Stored data entries:
──────

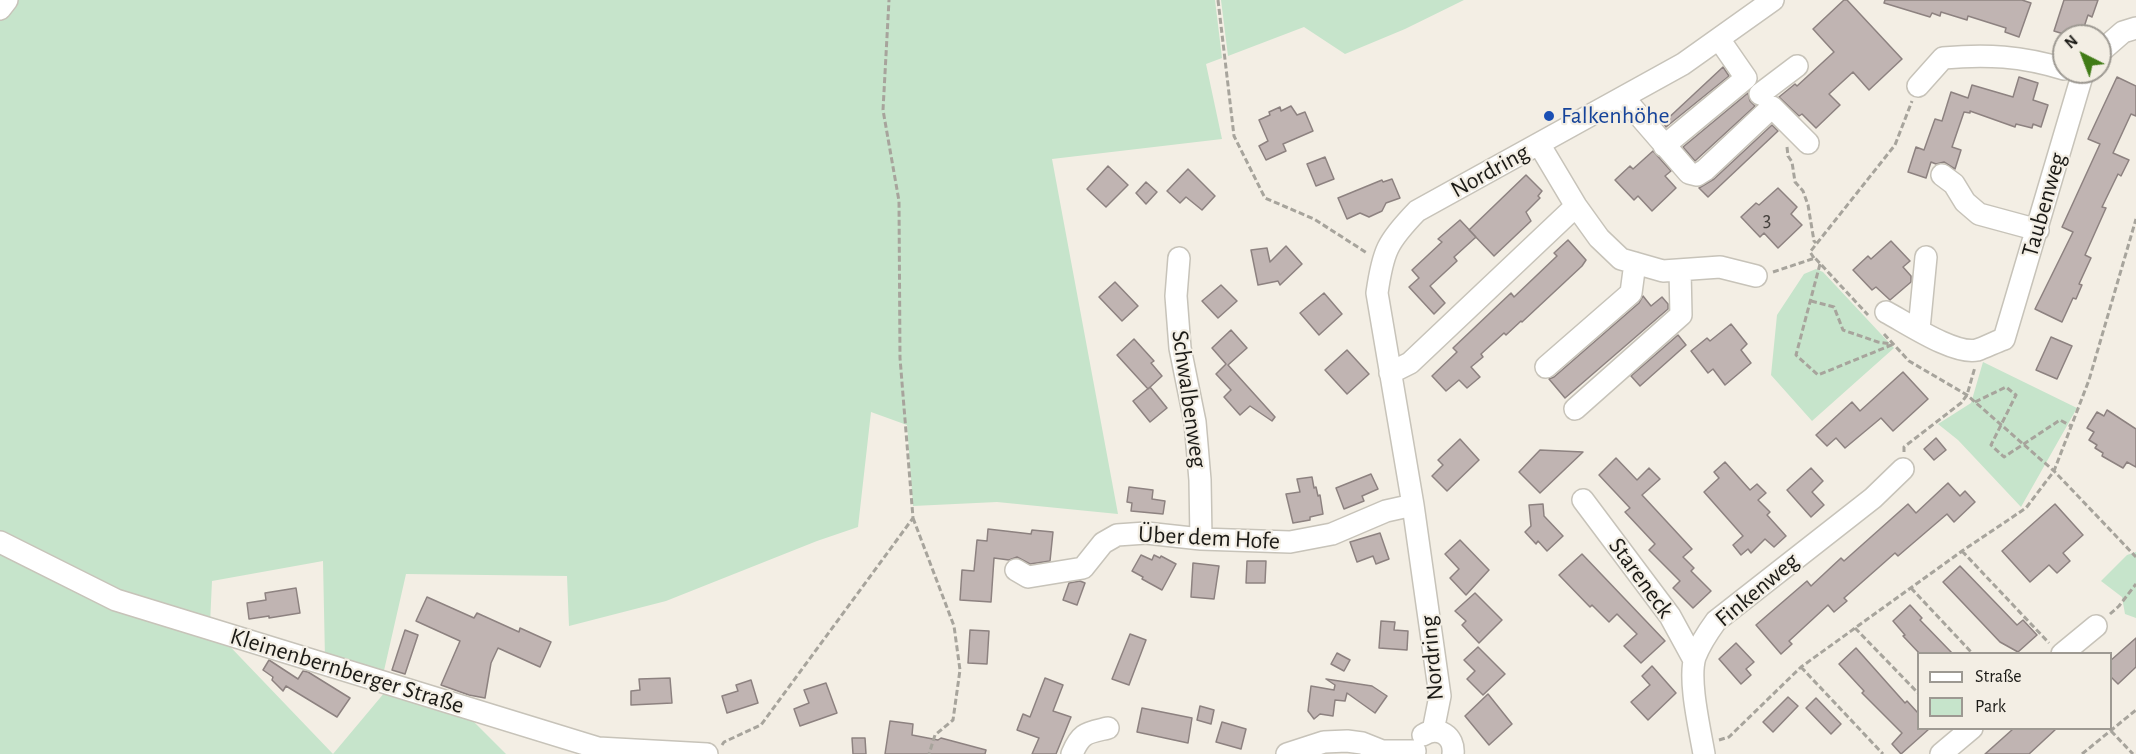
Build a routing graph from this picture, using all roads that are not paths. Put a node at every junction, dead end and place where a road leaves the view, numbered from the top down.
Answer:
1 (7, 0) edge
2 (1773, 0) edge
3 (0, 9) edge
4 (2136, 28) edge
5 (1719, 39) junction
6 (2112, 42) edge
7 (1797, 66) dead end
8 (2052, 66) edge
9 (1746, 78) junction
10 (2073, 84) edge
11 (1918, 86) road end
12 (1623, 97) junction
13 (1772, 107) junction
14 (1808, 142) dead end
15 (1539, 144) junction
16 (1664, 146) junction
17 (1942, 175) dead end
18 (1576, 206) junction
19 (2038, 230) junction
20 (1926, 257) dead end
21 (1179, 258) dead end
22 (1635, 263) junction
23 (1680, 270) junction
24 (1756, 276) road end
25 (1879, 320) road end
26 (1918, 329) junction
27 (1546, 367) dead end
28 (1390, 373) junction
29 (1575, 409) dead end
30 (1903, 469) road end
31 (1583, 500) dead end
32 (1413, 505) junction
33 (1201, 539) junction
34 (0, 542) edge
35 (1016, 570) dead end
36 (2096, 626) road end
37 (2057, 649) edge
38 (1694, 660) junction
39 (1108, 728) dead end
40 (1433, 730) junction
41 (1971, 730) edge
42 (1704, 750) edge
43 (713, 751) edge
44 (1416, 752) edge
45 (1072, 754) edge
46 (1287, 754) edge
47 (1453, 754) edge
48 (1941, 754) edge

1 - 3 street
2 - 5 street, Nordring
4 - 6 street
5 - 9 street
5 - 12 street, Nordring
7 - 13 street
8 - 11 street
9 - 13 street
9 - 16 street
10 - 19 street, Taubenweg
12 - 15 street, Nordring
12 - 16 street
13 - 14 street
13 - 16 street
15 - 18 street
15 - 28 street, Nordring
17 - 19 street
18 - 22 street
18 - 28 street
19 - 26 street, Taubenweg
20 - 26 street
21 - 33 street, Schwalbenweg
22 - 23 street
22 - 27 street
23 - 24 street
23 - 29 street
25 - 26 street
28 - 32 street, Nordring
30 - 38 street, Finkenweg
31 - 38 street, Stareneck
32 - 33 street, Über dem Hofe
32 - 40 street, Nordring
33 - 35 street, Über dem Hofe
34 - 43 street, Kleinenbernberger Straße
36 - 37 street
38 - 42 street, Finkenweg
39 - 45 street
40 - 44 street, Nordring
40 - 47 street, Nordring
41 - 48 street
44 - 46 street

──────

*ACTION ITEM:* Wherever the string "Taubenweg" occurs in the entries, copy that whole line.

*ANSWER TO THE EXERCISE:*
10 - 19 street, Taubenweg
19 - 26 street, Taubenweg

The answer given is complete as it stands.